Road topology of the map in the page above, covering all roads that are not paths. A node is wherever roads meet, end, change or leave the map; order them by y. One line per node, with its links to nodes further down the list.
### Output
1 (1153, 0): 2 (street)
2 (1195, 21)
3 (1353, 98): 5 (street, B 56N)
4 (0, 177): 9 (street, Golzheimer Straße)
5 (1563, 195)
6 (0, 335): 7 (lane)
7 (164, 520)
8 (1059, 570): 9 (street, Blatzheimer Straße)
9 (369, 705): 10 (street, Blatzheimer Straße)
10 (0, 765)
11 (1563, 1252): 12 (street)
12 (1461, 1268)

::::::::

> Exercise objective: After reading the listing, write out every line of it exactly.

> Written response:
Road topology of the map in the page above, covering all roads that are not paths. A node is wherever roads meet, end, change or leave the map; order them by y. One line per node, with its links to nodes further down the list.
### Output
1 (1153, 0): 2 (street)
2 (1195, 21)
3 (1353, 98): 5 (street, B 56N)
4 (0, 177): 9 (street, Golzheimer Straße)
5 (1563, 195)
6 (0, 335): 7 (lane)
7 (164, 520)
8 (1059, 570): 9 (street, Blatzheimer Straße)
9 (369, 705): 10 (street, Blatzheimer Straße)
10 (0, 765)
11 (1563, 1252): 12 (street)
12 (1461, 1268)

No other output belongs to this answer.